El capitán dudó antes de contestar. Podía haberle quitado el miedo, pero no sabía si más tarde podría necesitarlo. Si lo necesitaba, era mejor que el joven no se sintiera demasiado seguro.
– No tengo ni idea -dijo en un tono indeterminado que dejaba abiertas todas las posibilidades.
El joven no tenía nada que temer, eso era seguro. Estaba bajo la protección del conde, porque el conde creía que la mano de Dios se había posado sobre él.

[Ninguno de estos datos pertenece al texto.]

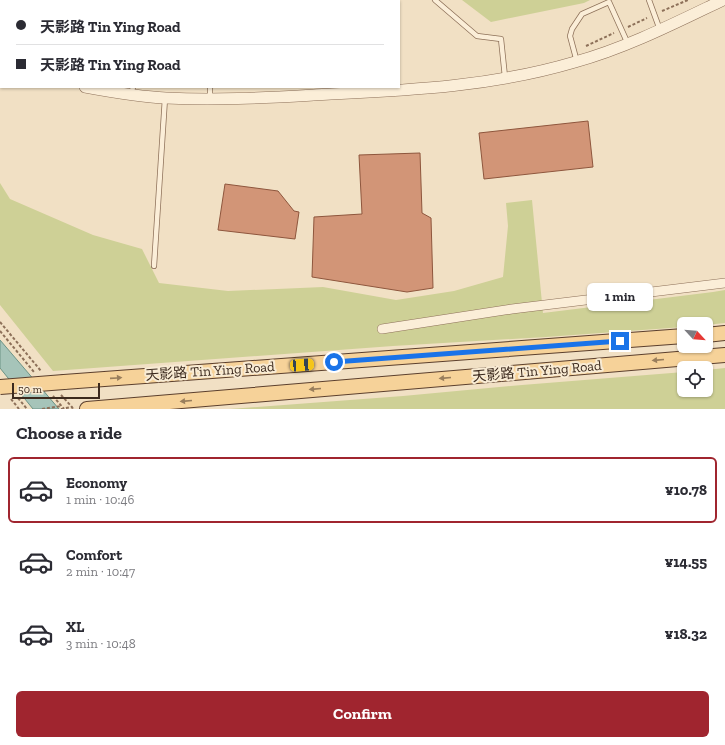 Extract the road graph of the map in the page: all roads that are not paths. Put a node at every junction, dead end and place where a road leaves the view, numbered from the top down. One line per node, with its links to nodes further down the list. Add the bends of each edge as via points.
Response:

El conde hubiera tenido que ser sacerdote, y sólo porque sus dos hermanos mayores habían muerto prematuramente lo habían sacado del seminario de Lugo. Era piadoso como un viejo monje. Muchos años había peregrinado a Compostela, dejando siempre sobre la tumba del apóstol Santiago diez mancusos de oro para que le enviara un hijo, y cuando, ya mayor, su deseo se había cumplido, había visto en el pequeño a un hijo de Santiago, invulnerable y sacrosanto. Además, el apóstol le había enviado una señal para confirmar que el niño estaba bajo su gracia. Cuando el pequeño había caído por la ventana del mirador, el joven que estaba abajo había podido cogerlo. El conde había traído al joven al castillo desde un pueblo perdido de la frontera meridional. Así lo había dispuesto Santiago. El joven había sido elegido para cuidar al hijo del conde. No, al muchacho no le ocurriría nada.
Pero en el caso del capitán las cosas eran distintas. El capitán no se hacía esperanzas. Lo colgarían de una viga y allí lo dejarían hasta que le faltase el aire. Era pura casualidad que siguiera aún con vida. El castellán ya había azuzado a sus perros contra él, pero la dueña lo había visto y había detenido a los animales con un silbido. No porque quisiera hacer una buena acción, sino para demostrar una vez más que era ella quien mandaba en el castillo, y no ese pequeño caballero de tres al cuarto, de quien no se sabía si la espada colgaba de él, o si él de la espada. Ese infanzón carcomido por la ambición, que cuando tenía treinta años se había colgado de una vieja pendenciera sólo para ser nombrado castellán de Sabugal. Ahora esperarían al conde para que éste emitiera su veredicto. No sería otro que el del maldito castellán.
Entre tanto, el capitán no se sentía culpable. Cierto, se había quedado dormido, no había estado en su puesto. Pero cómo hubiera podido prever que la guarnición fracasaría tan estrepitosamente. Los había tenido a sus órdenes durante ocho años, los había instruido, les había enseñado cómo se sostiene una lanza, cómo se blande una espada y cómo se lleva un ataque a caballo. Y, sobre todo, les había metido en la cabeza una y otra vez aquella importantísima regla fundamental, que valía para cualquier combate, lo mismo a pie que a caballo: nada de ataques individuales, nada de persecuciones desenfrenadas, permanecer siempre juntos, no dejarse dividir, atacar sólo en grupo. Ocho años había comandado a esos hombres, y en los dos combates en los que habían intervenido, se habían batido bien. El capitán realmente había creído que podía confiar en ellos.
Pero ahora, en el momento decisivo, los hombres se habían equivocado, habían olvidado todo lo que él les había enseñado. Habían salido tras esos tres pardos como perros jóvenes tras una liebre. Habían corrido ciegamente hacia una emboscada, que él mismo no podría haber. tendido mejor.